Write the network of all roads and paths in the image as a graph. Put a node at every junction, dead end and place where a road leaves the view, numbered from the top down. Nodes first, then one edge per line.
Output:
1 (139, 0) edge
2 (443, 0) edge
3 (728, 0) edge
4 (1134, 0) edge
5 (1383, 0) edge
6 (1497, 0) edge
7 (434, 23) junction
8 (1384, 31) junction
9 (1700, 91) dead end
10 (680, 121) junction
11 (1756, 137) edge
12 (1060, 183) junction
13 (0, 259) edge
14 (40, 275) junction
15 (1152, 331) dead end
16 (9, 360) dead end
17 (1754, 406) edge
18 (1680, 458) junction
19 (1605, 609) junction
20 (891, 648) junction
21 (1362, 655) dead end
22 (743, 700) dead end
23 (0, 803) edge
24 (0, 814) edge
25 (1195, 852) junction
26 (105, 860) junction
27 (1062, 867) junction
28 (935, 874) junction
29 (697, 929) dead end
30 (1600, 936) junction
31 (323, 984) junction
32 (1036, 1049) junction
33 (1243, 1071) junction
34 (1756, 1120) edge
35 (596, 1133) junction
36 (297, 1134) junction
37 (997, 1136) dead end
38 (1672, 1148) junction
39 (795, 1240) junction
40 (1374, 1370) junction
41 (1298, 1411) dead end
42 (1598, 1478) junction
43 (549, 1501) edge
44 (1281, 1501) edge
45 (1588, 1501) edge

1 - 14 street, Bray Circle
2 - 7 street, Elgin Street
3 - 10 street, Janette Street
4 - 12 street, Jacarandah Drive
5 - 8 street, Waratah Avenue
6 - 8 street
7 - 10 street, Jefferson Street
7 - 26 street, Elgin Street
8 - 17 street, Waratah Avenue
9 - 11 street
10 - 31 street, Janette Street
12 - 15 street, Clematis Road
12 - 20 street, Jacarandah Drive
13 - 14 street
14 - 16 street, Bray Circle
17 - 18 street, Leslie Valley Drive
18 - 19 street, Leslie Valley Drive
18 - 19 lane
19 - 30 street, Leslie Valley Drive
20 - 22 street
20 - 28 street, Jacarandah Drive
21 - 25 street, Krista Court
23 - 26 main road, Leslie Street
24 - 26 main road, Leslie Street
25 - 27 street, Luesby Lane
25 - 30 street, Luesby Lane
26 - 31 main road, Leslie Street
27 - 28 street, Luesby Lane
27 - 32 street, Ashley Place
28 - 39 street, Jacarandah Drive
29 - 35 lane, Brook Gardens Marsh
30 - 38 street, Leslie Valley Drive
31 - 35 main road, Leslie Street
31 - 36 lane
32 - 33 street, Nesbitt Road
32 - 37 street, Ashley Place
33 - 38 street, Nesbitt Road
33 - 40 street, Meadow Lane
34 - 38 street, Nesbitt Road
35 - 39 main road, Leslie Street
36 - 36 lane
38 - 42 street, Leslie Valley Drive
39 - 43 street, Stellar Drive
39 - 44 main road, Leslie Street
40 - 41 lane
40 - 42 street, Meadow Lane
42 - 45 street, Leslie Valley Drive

Your objective ->
Check the listing above for "Jacarandah". Show every line where it turns up.

Response to the exercise ->
4 - 12 street, Jacarandah Drive
12 - 20 street, Jacarandah Drive
20 - 28 street, Jacarandah Drive
28 - 39 street, Jacarandah Drive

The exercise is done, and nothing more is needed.